Betrübe nicht den Heiligen Geist!

Jemanden betrüben heißt sich gegen ihn so benehmen, daß man ihm Leid, Verdruss bereitet. Dieser Verdruss hat seinen Grund und Ursprung in einem wenig liebevollen, unehrerbietigen Benehmen, in Worten und Gebärden, welche Gleichgültigkeit einschließen oder zu Tage tragen, in kalter Behandlung, in Verachtung. Ich begreife leicht, wie ich die anderen betrüben kann; ich brauche nur an den Verdruss und den Ärger zu denken, den ich selbst bei tausend Gelegenheiten durch das Benehmen Anderer hatte.
Der hl. Paulus mahnt die Gläubigen, „nichts zu tun, was den Heiligen Geist betrüben könnte.“ ((1) Ohne Zweifel kann der Heilige Geist, der ja Gott ist, weder Ärger noch Traurigkeit in Sich aufkommen lassen: solche Gefühle widersprechen der göttlichen Natur. Der Weltapostel hat aber einen Ausdruck gebraucht, der uns unsere Ungerechtigkeit und Undankbarkeit gegen den Heiligen Geist zum Bewusstsein bringen soll, da wir gegen Ihn Alles tun, was Ihm Bitterkeit und Traurigkeit verursachen könnte – wenn es möglich wäre, daß ein Gott traurig würde und sich dem Trübsinn überließe.
Es ist also gewiß, daß der Mensch, so weit es in seiner Macht liegt, sich der Sünde schuldig macht, den Geist Gottes zu betrüben.

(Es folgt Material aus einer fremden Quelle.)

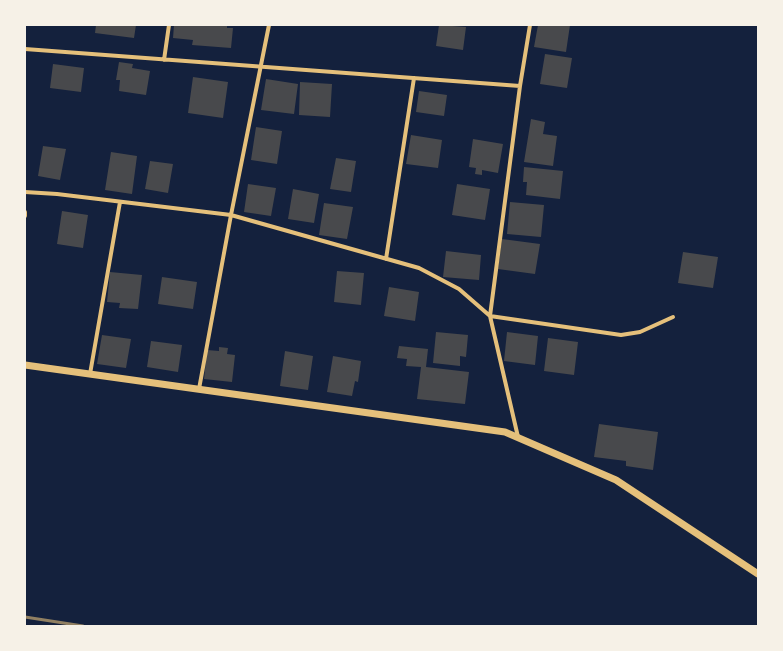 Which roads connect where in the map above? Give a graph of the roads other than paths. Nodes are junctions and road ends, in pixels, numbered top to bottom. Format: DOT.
graph roads {
  1 [pos="169,25"];
  2 [pos="269,25"];
  3 [pos="530,25"];
  4 [pos="25,49"];
  5 [pos="164,60"];
  6 [pos="260,67"];
  7 [pos="414,78"];
  8 [pos="520,86"];
  9 [pos="25,192"];
  10 [pos="120,202"];
  11 [pos="25,212"];
  12 [pos="231,215"];
  13 [pos="25,216"];
  14 [pos="386,259"];
  15 [pos="490,316"];
  16 [pos="674,317"];
  17 [pos="25,365"];
  18 [pos="90,374"];
  19 [pos="198,389"];
  20 [pos="519,438"];
  21 [pos="758,574"];
  1 -- 5 [label="street"];
  2 -- 6 [label="street"];
  3 -- 8 [label="street"];
  4 -- 5 [label="street"];
  5 -- 6 [label="street"];
  6 -- 7 [label="street"];
  6 -- 12 [label="street"];
  7 -- 8 [label="street"];
  7 -- 14 [label="street"];
  8 -- 15 [label="street"];
  9 -- 10 [label="street"];
  10 -- 12 [label="street"];
  10 -- 18 [label="street"];
  11 -- 13 [label="street"];
  12 -- 14 [label="street"];
  12 -- 19 [label="street"];
  14 -- 15 [label="street"];
  15 -- 16 [label="street"];
  15 -- 20 [label="street"];
  17 -- 18 [label="street"];
  18 -- 19 [label="street"];
  19 -- 20 [label="street"];
  20 -- 21 [label="street"];
} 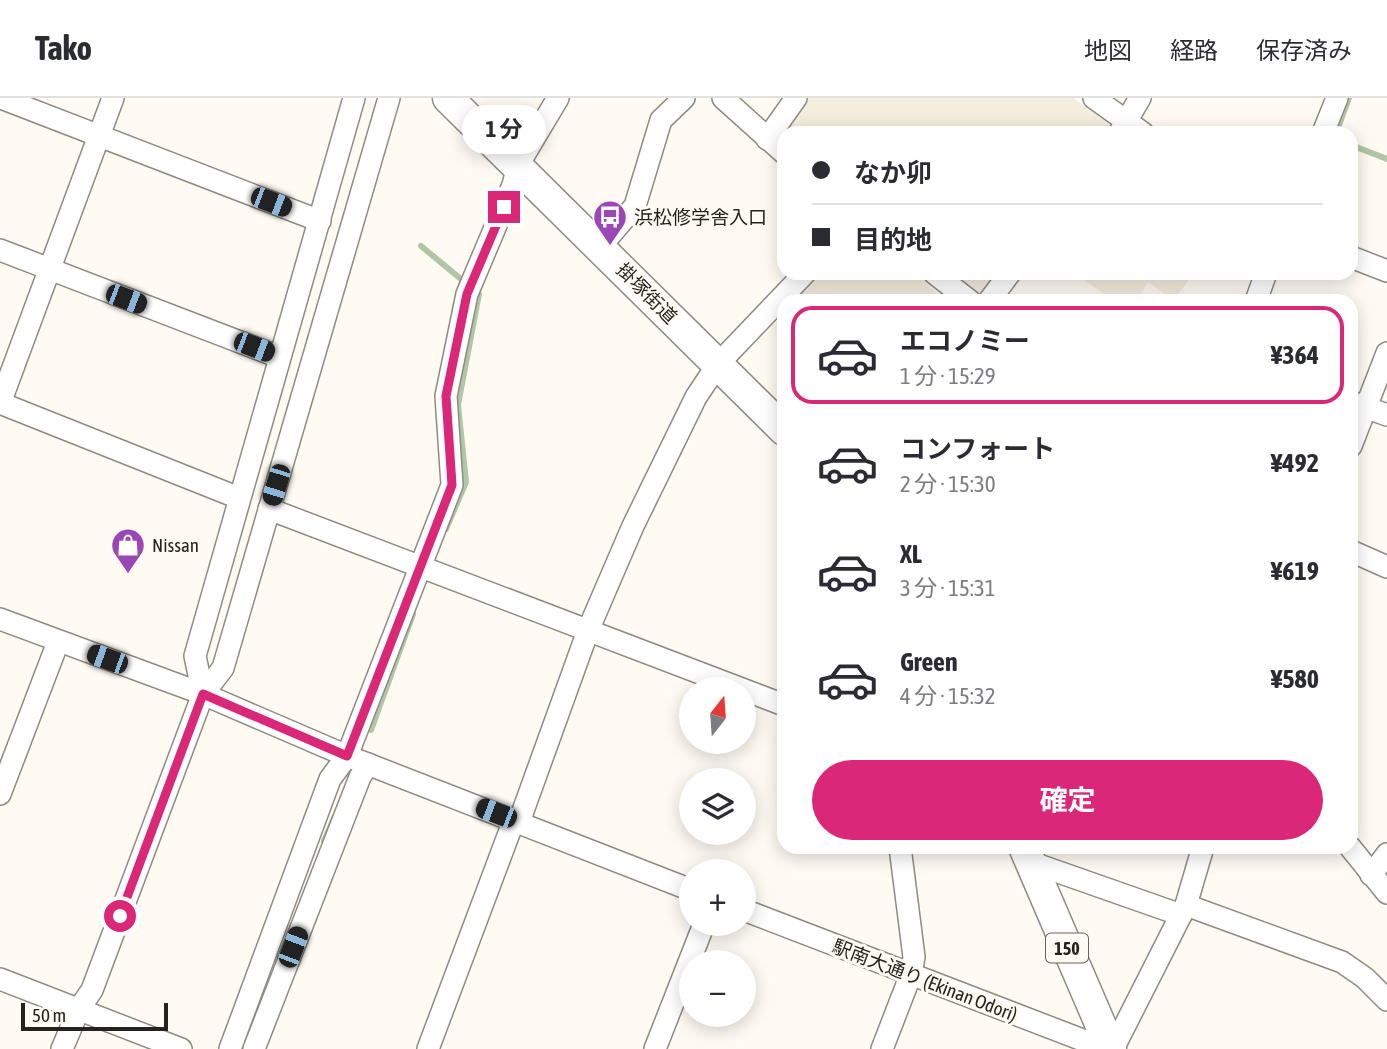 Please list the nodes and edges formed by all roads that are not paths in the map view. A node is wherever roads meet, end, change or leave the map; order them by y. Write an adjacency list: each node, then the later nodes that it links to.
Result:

Worin besteht die Betrübnis?

Worin besteht aber diese Traurigkeit, dieses Leid, das wir dem heiligen Geist verursachen können, und das mit Sorgfalt zu meiden der Weltapostel uns so strenge anempfiehlt?
Ein Freund, der mit uns zusammen wohnt, ist betrübt über unsere Nachlässigkeit ihm gegenüber. Wenn wir nun von seinem Vermögen leben, wenn wir reich sind durch seine Freigebigkeit, und wenn wir trotzdem nie seinen Wünschen willfahren wollen: wenn wir im Gegenteil bei allen Gelegenheiten die weisheitsvollen Ratschläge, die er uns gibt, zurückweisen; wenn wir in seiner Gegenwart gerne von Dingen sprechen, die ihm mißfallen; wenn wir seine Wohltaten nur mit kalter Gleichgültigkeit bezahlen, in der wir so weit gehen, die kleinsten Aufmerksamkeiten und die geringsten Zuvorkommenheiten zu vergessen und zu vernachlässigen; wenn wir uns vor demselben Dinge erlauben, welche die Gesetze der feinen Sitte und des Anstandes uns verbieten sollten: gestehen wir es zu, dieser Freund wird über unser Betragen traurig, niedergeschlagen sein; er wird sich entschließen, uns unserer Armut zu überlassen und seine Freigebigkeit und seine Gunsterweisungen auf einen Andern zu übertragen.
Nun gibt es Seelen, welche nicht anders handeln in Rücksicht auf den Heiligen Geist. Er ist in ihre Seele gekommen; Er wohnt darin; Er gießt darin Seine Gnaden in reicher Fülle aus. In jedem Augenblick neue Erleuchtungen, fromme Bewegungen, die Er in ihrem Herzen veranlaßt: und diese undankbaren Seelen tun nichts, um den Heiligen Geist zu erfreuen, ja sie betrüben Ihn beständig! –

Sträfliche Nachlässigkeit gegenüber den Wünschen des Heiligen Geistes

Die erste Ursache dieser Traurigkeit ist eine sträfliche Nachlässigkeit in Allem, was der Heilige Geist wünscht, und was Er verlangt von der Seele, in welcher Er Sich eine Wohnung gewählt hat. „Vernachlässige nicht die Gnade, die in dir ist, welche dir verliehen worden!“ (1) O, wie unheilvoll ist diese Nachlässigkeit! Der Heilige Geist ist ganz Liebe; Kälte, Geringschätzung und Gleichgültigkeit können Ihn nur betrüben. Wird Er lange diese Betrübnis ertragen? Wird Er Seine Erleuchtungen und Seine göttliche Salbung nicht Seelen anbieten, welche weniger gefühllos und darum auch dankbarer sind? –
Weil sie nicht verblieben in Meinem Bunde, darum habe Ich Mich auch nicht mehr um sie gekümmert, spricht der Herr.“ (2) Eine schreckliche Drohung! Es gibt Seelen, um die der liebe Gott Sich nicht zu kümmern scheint: haben sie diese Züchtigung nicht verdient? Leider, ja! Sie haben den Heiligen Geist überdrüssig gemacht, sie haben Ihn mit Traurigkeit gesättigt: Er hat Widerwillen bekommen gegen ihre Gesellschaft, in welcher Er nur Gleichgültigkeit (3) und Verachtung fand.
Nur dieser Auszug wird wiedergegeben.